(Task input Opens)
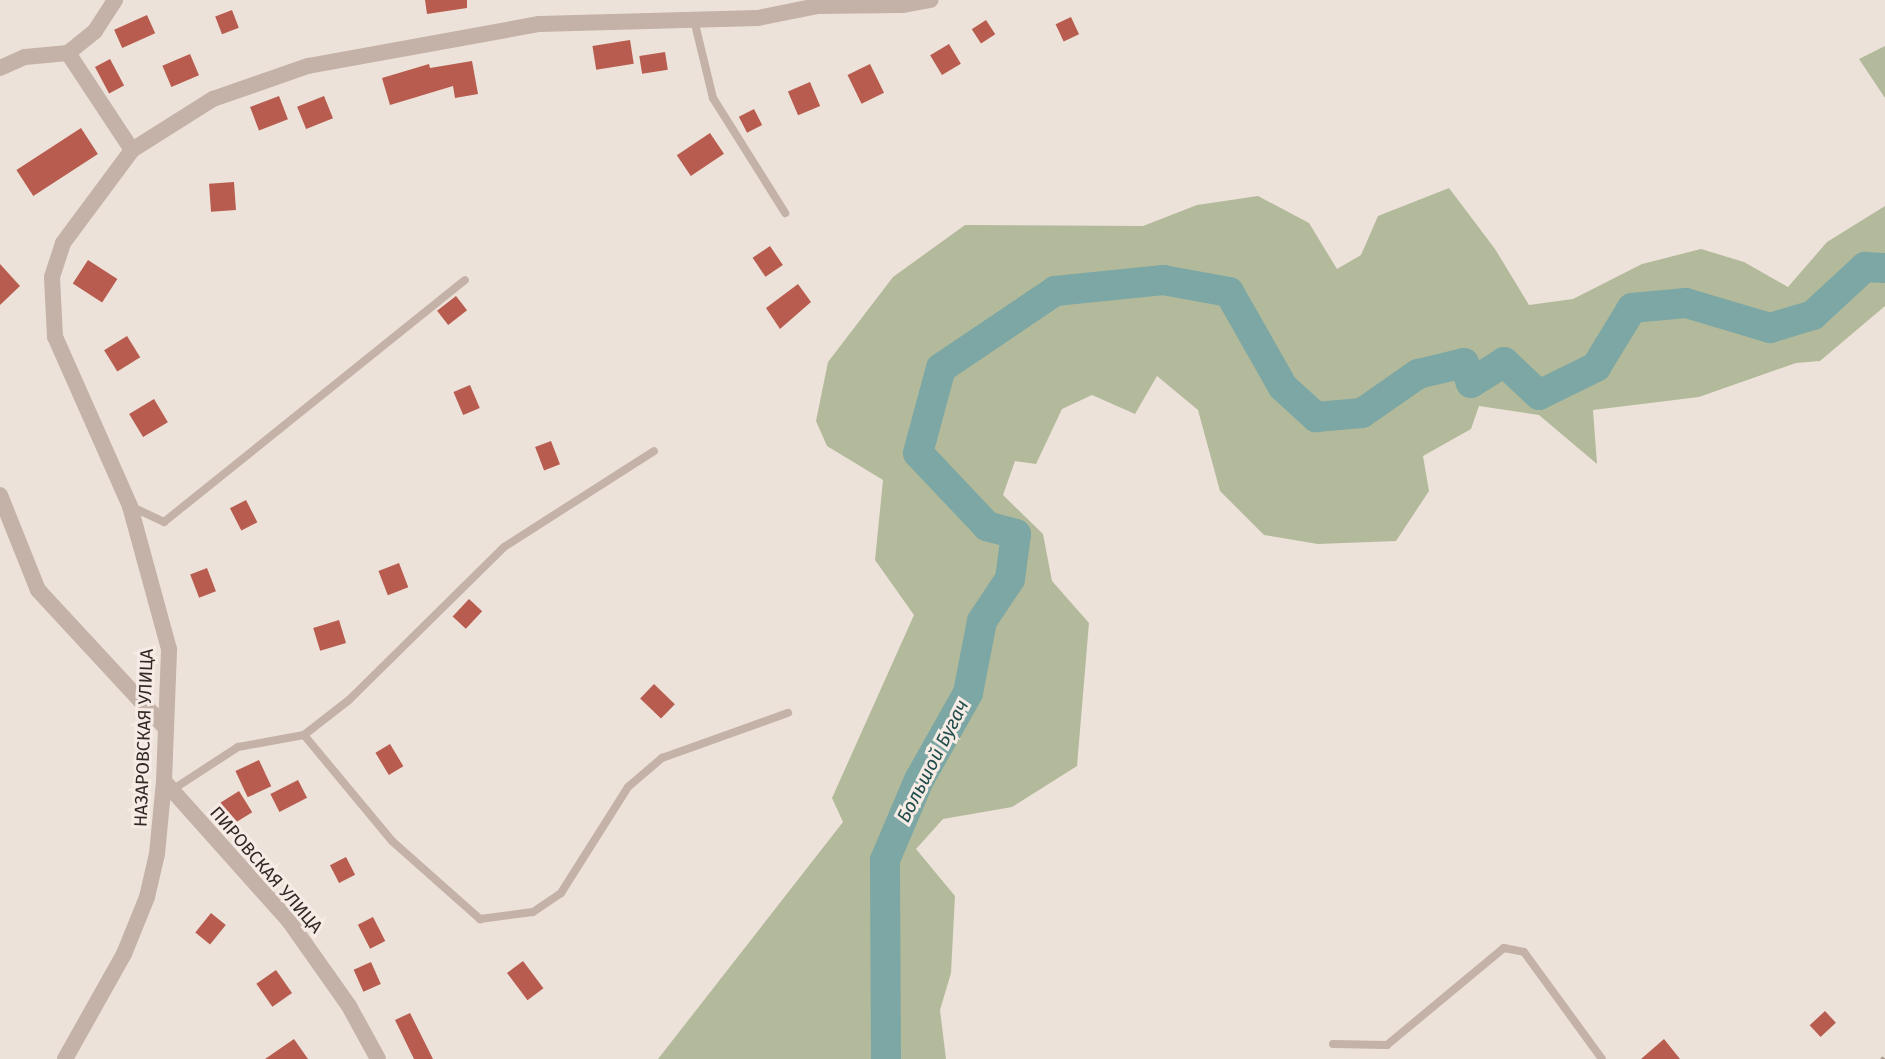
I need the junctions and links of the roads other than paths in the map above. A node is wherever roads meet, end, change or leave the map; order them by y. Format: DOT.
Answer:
(Task input Closes)
(Task input Opens)
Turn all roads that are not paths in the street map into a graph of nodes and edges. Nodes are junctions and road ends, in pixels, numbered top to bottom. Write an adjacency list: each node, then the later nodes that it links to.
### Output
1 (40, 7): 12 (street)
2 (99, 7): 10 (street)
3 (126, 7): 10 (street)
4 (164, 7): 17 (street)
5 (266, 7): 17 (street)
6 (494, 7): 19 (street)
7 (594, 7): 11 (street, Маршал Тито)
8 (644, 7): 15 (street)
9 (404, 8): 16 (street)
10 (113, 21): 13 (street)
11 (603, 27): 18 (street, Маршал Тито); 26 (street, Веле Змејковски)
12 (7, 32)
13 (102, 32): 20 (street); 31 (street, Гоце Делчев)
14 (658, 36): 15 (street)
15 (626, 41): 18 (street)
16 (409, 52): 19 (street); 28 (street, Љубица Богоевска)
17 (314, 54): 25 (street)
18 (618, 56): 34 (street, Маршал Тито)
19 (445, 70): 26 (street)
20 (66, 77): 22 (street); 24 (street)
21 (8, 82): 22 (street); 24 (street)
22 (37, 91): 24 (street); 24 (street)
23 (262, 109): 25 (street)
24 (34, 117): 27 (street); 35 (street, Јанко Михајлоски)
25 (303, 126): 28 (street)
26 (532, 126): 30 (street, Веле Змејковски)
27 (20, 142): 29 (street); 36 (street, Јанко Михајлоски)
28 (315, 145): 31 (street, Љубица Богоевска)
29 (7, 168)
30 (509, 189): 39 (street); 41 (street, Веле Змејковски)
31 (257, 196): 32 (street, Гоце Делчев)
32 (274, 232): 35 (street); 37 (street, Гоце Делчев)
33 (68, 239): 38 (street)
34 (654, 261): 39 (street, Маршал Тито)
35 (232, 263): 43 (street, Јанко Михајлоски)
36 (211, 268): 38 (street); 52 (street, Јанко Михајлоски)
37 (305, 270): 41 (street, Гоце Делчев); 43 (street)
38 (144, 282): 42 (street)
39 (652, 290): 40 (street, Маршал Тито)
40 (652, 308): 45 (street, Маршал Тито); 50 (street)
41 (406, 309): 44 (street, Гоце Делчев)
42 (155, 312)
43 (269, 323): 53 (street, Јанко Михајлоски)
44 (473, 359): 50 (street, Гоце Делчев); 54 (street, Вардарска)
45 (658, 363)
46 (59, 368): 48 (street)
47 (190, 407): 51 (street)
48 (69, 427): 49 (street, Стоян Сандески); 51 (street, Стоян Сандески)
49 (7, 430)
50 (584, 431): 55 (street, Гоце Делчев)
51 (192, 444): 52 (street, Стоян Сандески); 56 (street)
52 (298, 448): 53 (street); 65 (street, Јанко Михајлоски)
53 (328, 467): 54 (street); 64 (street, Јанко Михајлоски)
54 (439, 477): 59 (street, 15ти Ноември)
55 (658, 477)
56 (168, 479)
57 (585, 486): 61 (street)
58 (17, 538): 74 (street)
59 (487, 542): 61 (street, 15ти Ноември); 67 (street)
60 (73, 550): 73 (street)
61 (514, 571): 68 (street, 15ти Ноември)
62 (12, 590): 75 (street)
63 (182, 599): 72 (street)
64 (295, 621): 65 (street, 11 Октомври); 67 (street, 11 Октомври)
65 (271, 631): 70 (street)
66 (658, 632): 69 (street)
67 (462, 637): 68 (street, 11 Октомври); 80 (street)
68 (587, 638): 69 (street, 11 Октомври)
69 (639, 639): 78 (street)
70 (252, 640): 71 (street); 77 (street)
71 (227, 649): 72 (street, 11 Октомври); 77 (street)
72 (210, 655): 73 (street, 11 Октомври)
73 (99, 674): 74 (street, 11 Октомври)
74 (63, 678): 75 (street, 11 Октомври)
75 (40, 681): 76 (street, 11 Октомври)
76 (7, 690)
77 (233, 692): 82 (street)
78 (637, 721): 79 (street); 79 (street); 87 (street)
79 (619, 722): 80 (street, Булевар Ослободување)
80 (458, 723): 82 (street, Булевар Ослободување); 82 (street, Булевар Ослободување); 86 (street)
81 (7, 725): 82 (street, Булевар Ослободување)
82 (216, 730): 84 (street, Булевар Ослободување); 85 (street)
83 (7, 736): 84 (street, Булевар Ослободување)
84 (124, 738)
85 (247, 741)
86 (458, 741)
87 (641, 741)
(Task input Closes)
_Problem_
Tally, in the data above, the lines where the word "node" occurs, and give the figure alone.

_Answer section_
2